Editoriaux - Médias - 14 octobre 2019

Dupont de Ligonnès et le bon sens journalistique n’ont toujours pas été retrouvés

Le jour où Xavier Dupont de Ligonnès disparaît, il n’a plus un sou. Par le passé, il n’a jamais réussi à mener à bien le moindre projet viable. Sa vie professionnelle est un fiasco qui trouve sa source dans des agissements incohérents tout droit sortis d’une pensée déconnectée de la réalité. Arrivé au bout du rouleau, il trouve le moyen de louper sa mise en scène d’un soi-disant départ précipité de toute la famille aux États-Unis. Fidèle à ses incohérences, il a, bien entendu, pris soin de régler ses achats de chaux vive, pelle et ciment avec une carte bleue (entre autres balourdises).

Et c’est donc cet homme complètement fantoche et désargenté qui réussit la performance de refaire sa vie quelque part sans laisser la moindre trace ni le moindre indice. L’éternel maladroit se serait métamorphosé, comme par magie, en virtuose de la dissimulation. Le branquignol qui n’est parvenu à aucun résultat malgré les 300.000 euros soustraits à l’héritage de son épouse et les 50.000 euros volés à sa maîtresse est devenu soudainement un personnage à mi-chemin entre James Bond et Arsène Lupin. Un vrai miracle.

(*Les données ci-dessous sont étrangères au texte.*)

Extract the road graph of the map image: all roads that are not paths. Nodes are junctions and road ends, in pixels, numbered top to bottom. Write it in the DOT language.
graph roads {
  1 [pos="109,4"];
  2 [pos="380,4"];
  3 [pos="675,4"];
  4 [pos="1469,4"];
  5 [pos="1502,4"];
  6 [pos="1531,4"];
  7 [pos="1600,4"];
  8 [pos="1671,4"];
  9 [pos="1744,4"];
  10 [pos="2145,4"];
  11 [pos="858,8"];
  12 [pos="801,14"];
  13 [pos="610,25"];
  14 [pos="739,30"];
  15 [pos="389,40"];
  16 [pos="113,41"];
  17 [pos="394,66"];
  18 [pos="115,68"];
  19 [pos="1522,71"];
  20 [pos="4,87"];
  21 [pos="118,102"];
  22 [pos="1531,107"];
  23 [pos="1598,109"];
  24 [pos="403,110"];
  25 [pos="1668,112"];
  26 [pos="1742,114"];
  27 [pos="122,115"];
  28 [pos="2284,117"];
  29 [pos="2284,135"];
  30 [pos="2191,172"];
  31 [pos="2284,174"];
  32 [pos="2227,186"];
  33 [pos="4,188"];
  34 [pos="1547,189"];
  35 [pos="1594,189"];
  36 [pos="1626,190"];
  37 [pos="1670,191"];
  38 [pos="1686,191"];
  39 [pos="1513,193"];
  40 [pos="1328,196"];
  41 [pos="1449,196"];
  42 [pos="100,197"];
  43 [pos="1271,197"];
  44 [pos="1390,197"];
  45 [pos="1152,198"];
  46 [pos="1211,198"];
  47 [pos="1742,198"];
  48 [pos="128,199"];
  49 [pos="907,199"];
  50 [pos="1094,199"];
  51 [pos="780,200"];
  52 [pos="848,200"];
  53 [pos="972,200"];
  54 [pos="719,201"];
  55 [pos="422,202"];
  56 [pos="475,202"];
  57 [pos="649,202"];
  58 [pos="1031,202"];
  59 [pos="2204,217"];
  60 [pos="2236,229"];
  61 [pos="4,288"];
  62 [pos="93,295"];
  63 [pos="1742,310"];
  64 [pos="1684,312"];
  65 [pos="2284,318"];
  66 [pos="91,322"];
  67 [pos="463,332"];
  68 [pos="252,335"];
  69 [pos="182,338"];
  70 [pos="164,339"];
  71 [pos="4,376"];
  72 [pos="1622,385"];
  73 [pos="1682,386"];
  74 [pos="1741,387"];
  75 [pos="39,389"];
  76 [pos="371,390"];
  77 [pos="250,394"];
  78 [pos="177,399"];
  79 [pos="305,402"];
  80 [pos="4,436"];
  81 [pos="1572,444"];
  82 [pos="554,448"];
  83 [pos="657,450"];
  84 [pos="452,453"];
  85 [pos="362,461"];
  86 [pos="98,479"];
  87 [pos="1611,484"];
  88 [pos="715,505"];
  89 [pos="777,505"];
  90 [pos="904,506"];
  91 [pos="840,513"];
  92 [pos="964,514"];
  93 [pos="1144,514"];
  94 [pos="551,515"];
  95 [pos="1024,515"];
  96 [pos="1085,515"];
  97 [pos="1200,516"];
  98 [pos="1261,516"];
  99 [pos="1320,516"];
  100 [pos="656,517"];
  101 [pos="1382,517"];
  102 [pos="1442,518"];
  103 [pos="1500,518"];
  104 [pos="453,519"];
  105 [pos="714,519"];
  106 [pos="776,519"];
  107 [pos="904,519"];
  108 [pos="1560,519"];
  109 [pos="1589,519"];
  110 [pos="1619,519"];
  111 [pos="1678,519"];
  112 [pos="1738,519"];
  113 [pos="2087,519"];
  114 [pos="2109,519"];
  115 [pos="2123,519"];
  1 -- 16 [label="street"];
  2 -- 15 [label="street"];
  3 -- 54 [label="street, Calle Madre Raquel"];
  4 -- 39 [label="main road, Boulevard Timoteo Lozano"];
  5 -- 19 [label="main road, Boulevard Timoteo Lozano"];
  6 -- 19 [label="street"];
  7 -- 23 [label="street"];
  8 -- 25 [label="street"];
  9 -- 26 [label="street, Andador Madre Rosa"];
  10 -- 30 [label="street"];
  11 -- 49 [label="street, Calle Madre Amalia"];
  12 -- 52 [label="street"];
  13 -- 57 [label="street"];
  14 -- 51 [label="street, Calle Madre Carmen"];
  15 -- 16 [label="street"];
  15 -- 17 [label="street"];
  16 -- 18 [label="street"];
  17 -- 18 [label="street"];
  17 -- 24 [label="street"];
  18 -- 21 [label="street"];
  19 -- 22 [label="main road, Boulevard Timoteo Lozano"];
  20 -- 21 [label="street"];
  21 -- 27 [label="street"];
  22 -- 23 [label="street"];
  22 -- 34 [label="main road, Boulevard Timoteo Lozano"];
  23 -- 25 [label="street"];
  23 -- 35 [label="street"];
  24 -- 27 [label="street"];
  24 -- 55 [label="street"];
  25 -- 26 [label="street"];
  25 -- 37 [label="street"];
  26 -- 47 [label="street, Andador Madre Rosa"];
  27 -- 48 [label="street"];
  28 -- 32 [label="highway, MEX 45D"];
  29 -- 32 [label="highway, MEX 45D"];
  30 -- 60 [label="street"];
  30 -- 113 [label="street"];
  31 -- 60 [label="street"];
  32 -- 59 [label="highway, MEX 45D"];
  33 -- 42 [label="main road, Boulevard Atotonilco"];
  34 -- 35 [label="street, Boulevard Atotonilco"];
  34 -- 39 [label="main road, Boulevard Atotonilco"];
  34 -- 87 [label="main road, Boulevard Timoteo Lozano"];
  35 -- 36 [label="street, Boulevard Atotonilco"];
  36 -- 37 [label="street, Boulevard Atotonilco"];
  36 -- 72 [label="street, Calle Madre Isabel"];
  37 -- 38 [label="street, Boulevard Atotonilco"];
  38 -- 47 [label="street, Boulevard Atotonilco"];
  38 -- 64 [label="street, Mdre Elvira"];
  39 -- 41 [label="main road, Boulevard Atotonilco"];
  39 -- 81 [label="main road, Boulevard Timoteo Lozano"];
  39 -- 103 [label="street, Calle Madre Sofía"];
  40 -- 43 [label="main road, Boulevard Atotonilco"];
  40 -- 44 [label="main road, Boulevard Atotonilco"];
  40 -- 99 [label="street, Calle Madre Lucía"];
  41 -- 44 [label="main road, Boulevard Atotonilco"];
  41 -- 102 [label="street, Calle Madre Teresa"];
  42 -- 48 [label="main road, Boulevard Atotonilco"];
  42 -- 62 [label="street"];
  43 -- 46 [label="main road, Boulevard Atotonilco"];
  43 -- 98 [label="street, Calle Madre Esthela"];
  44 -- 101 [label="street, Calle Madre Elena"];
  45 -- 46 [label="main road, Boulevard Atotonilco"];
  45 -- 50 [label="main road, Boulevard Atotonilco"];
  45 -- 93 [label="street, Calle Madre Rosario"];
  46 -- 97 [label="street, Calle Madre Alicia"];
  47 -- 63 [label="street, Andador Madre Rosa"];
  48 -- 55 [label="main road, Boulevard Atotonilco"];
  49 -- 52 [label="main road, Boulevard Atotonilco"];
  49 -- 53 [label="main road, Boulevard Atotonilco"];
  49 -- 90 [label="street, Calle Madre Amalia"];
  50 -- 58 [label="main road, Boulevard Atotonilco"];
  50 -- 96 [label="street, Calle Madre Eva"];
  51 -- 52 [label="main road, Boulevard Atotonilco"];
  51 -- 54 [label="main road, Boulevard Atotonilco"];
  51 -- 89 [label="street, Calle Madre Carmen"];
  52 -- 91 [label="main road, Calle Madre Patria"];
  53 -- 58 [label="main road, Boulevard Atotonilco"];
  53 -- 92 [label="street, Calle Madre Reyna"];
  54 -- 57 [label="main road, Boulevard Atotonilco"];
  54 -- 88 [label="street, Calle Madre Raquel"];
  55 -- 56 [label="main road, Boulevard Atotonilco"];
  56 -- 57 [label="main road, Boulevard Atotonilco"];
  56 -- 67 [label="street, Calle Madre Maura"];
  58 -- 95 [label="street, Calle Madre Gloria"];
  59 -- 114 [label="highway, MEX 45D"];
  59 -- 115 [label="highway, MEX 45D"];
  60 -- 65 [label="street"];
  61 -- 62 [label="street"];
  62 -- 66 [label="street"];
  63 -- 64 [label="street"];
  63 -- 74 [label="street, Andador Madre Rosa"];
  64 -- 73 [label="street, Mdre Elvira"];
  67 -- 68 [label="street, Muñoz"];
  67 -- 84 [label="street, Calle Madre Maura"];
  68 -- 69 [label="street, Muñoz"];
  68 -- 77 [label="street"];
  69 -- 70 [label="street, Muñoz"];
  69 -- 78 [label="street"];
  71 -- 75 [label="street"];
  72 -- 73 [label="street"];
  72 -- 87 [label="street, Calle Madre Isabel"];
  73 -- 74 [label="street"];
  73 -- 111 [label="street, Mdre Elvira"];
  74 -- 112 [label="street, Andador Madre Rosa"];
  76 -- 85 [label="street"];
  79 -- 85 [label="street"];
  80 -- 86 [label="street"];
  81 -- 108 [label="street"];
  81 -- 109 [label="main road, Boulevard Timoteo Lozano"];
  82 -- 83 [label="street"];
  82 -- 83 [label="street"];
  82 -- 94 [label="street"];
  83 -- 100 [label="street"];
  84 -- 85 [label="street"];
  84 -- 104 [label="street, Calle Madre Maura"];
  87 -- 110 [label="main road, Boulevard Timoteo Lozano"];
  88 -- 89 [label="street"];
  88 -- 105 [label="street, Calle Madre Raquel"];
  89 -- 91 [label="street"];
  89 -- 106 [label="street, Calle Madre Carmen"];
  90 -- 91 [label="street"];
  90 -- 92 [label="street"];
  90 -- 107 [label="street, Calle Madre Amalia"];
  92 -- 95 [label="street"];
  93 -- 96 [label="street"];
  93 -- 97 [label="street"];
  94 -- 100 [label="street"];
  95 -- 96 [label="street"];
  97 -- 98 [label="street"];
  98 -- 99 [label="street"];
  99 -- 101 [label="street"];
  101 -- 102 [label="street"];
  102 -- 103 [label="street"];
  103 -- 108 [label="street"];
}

Partant de l’examen des faits, il est ahurissant que des journalistes censés connaître le dossier aient pu donner autant d’écho à l’arrestation d’un supposé Xavier Dupont de Ligonnès. A minima, une extrême prudence eût été de mise. Point de battage à coups d’éditions spéciales. Le disparu ne présentait en rien le profil d’un habile fuyard capable de passer entre les mailles du filet policier durant huit années. Les circonstances de sa disparition non plus.

Dès le départ de l’affaire, il apparaissait clairement que l’assassin de sa femme et ses quatre enfants avait mis fin à ses jours au cœur de l’immensité sauvage qui borde l’hôtel Formule 1 d’où il part à pied. Selon quelques chroniqueurs très « spécialisés », avec une dizaine d’euros en poche et muni d’une housse à vêtement qui semble contenir un fusil (selon la police qui a visionné les images), l’homme est peut-être parti rebâtir sa vie quelque part au fin fond du Venezuela ou ailleurs. Ce n’est plus un fait divers, c’est un conte de fées ! Devenu transparent, il n’a été vu par personne dans une gare, un aéroport ou sur un bateau, malgré une large diffusion de plusieurs photos sur tous les médias français. Sous les yeux émerveillés du téléspectateur, l’histoire devient un condensé de James Bond et de l’homme invisible.

Il n’est pas étonnant que les multiples recherches n’aient pas permis de retrouver le corps de ce triste sire. La zone concernée est immense. Dans cette nature accidentée livrée à la faune sauvage, un cadavre ne fait pas long feu. Conformément à son scénario de disparition, Xavier Dupont de Ligonnès a sans doute pris soin de se suicider de manière à tomber dans un lieu inaccessible. Sur le bord d’une anfractuosité, au bord d’un ravin… Dans une configuration montagneuse similaire, l’affaire Maëlys a montré que, sans les indications du tueur, le corps de la pauvre jeune fille n’aurait probablement jamais été retrouvé. Aux alentours de Roquebrune-sur Argens, seul un drone pourrait éventuellement localiser quelques ossements, des vêtements, une carabine rouillée…

En bref, l’hallucinante histoire imaginée par le monde médiatique se résume ainsi : aux abords d’un vaste territoire quasiment inhabité, un homme qui vient de tuer femme et enfants part avec un fusil et sans un sou pour… pour refaire sa vie. Et tiens… il était en Écosse !

Il y a huit ans disparaissait Xavier Dupont de Ligonnès. Avec lui, le bon sens quittait la scène médiatique. Au soir du vendredi 11 octobre, il n’avait toujours pas été retrouvé. Les recherches continuent.